Assignment: Only what runs from the line with "Please list the" to the final line of the records below should be given again, word for word.

++++

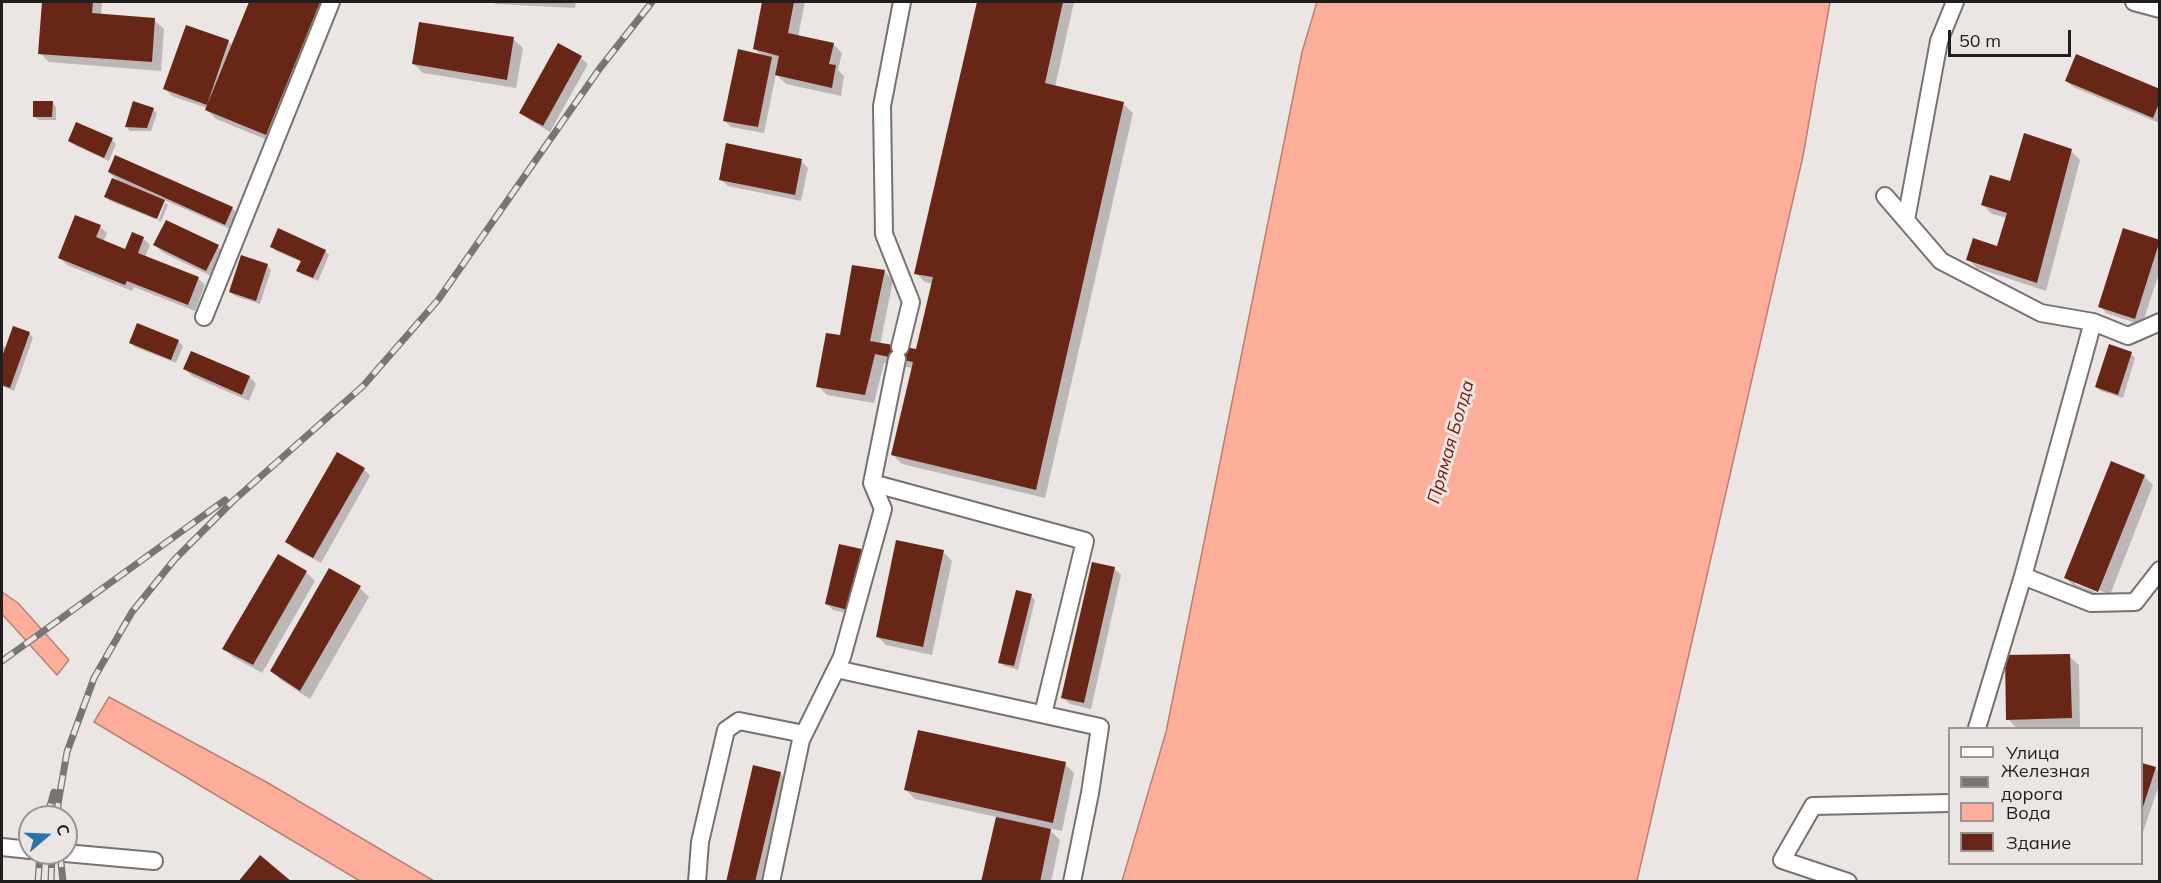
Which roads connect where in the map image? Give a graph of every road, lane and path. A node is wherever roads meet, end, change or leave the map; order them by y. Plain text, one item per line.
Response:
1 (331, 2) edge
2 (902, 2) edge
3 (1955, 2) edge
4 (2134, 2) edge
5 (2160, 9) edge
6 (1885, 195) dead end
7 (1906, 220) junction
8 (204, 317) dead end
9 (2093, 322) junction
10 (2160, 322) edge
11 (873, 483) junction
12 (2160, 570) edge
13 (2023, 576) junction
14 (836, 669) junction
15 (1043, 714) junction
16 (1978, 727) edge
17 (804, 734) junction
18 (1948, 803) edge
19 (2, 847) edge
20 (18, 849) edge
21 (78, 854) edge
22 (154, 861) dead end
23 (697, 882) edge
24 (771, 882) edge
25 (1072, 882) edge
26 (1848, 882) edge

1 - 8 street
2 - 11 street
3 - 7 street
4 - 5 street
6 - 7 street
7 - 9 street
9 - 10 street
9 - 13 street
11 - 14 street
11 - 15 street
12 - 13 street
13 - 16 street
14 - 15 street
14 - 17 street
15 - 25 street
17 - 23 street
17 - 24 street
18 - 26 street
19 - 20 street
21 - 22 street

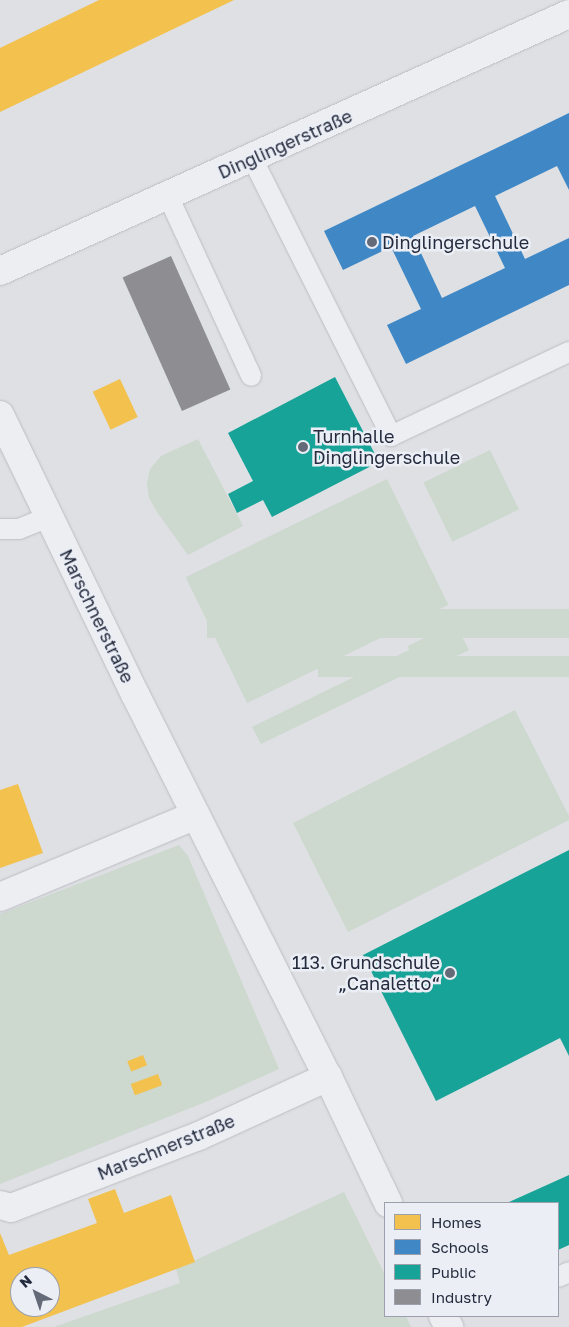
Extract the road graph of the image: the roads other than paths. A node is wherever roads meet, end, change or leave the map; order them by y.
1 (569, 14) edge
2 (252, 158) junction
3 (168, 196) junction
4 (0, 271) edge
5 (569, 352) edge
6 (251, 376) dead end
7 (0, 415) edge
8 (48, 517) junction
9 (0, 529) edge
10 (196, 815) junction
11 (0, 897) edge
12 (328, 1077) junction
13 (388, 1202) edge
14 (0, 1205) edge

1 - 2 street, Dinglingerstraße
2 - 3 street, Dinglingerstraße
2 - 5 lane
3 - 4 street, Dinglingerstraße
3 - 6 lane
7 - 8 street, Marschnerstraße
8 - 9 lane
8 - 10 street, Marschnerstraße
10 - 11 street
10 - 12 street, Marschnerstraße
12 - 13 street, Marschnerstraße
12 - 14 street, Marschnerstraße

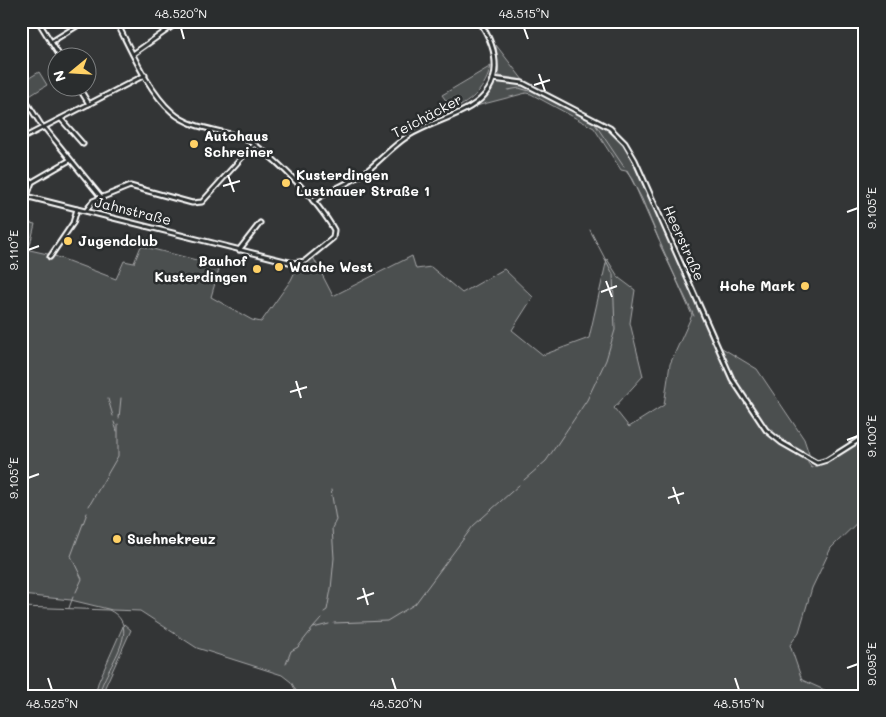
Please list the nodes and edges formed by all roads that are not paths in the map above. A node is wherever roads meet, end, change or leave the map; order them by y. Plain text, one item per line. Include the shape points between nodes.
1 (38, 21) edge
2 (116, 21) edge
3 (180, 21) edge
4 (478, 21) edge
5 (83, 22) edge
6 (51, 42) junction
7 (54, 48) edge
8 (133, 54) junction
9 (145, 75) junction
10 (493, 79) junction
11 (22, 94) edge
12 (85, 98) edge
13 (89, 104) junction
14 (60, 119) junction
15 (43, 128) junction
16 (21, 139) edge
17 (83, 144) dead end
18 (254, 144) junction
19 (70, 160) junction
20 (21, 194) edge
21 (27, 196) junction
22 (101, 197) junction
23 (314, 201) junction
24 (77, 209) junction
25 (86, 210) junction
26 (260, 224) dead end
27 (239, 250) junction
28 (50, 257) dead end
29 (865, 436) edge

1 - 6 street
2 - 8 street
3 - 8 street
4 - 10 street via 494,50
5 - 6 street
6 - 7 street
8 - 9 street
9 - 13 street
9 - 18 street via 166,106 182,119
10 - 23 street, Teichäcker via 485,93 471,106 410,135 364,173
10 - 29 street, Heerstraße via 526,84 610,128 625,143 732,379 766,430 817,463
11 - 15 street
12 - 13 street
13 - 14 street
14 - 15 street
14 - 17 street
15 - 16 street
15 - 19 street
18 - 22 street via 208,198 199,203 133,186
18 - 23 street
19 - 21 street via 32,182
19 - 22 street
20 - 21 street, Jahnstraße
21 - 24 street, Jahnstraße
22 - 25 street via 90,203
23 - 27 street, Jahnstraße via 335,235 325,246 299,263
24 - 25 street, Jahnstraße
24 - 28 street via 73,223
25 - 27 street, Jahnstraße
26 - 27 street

++++

Task answer:
Please list the nodes and edges formed by all roads that are not paths in the map above. A node is wherever roads meet, end, change or leave the map; order them by y. Plain text, one item per line. Include the shape points between nodes.
1 (38, 21) edge
2 (116, 21) edge
3 (180, 21) edge
4 (478, 21) edge
5 (83, 22) edge
6 (51, 42) junction
7 (54, 48) edge
8 (133, 54) junction
9 (145, 75) junction
10 (493, 79) junction
11 (22, 94) edge
12 (85, 98) edge
13 (89, 104) junction
14 (60, 119) junction
15 (43, 128) junction
16 (21, 139) edge
17 (83, 144) dead end
18 (254, 144) junction
19 (70, 160) junction
20 (21, 194) edge
21 (27, 196) junction
22 (101, 197) junction
23 (314, 201) junction
24 (77, 209) junction
25 (86, 210) junction
26 (260, 224) dead end
27 (239, 250) junction
28 (50, 257) dead end
29 (865, 436) edge

1 - 6 street
2 - 8 street
3 - 8 street
4 - 10 street via 494,50
5 - 6 street
6 - 7 street
8 - 9 street
9 - 13 street
9 - 18 street via 166,106 182,119
10 - 23 street, Teichäcker via 485,93 471,106 410,135 364,173
10 - 29 street, Heerstraße via 526,84 610,128 625,143 732,379 766,430 817,463
11 - 15 street
12 - 13 street
13 - 14 street
14 - 15 street
14 - 17 street
15 - 16 street
15 - 19 street
18 - 22 street via 208,198 199,203 133,186
18 - 23 street
19 - 21 street via 32,182
19 - 22 street
20 - 21 street, Jahnstraße
21 - 24 street, Jahnstraße
22 - 25 street via 90,203
23 - 27 street, Jahnstraße via 335,235 325,246 299,263
24 - 25 street, Jahnstraße
24 - 28 street via 73,223
25 - 27 street, Jahnstraße
26 - 27 street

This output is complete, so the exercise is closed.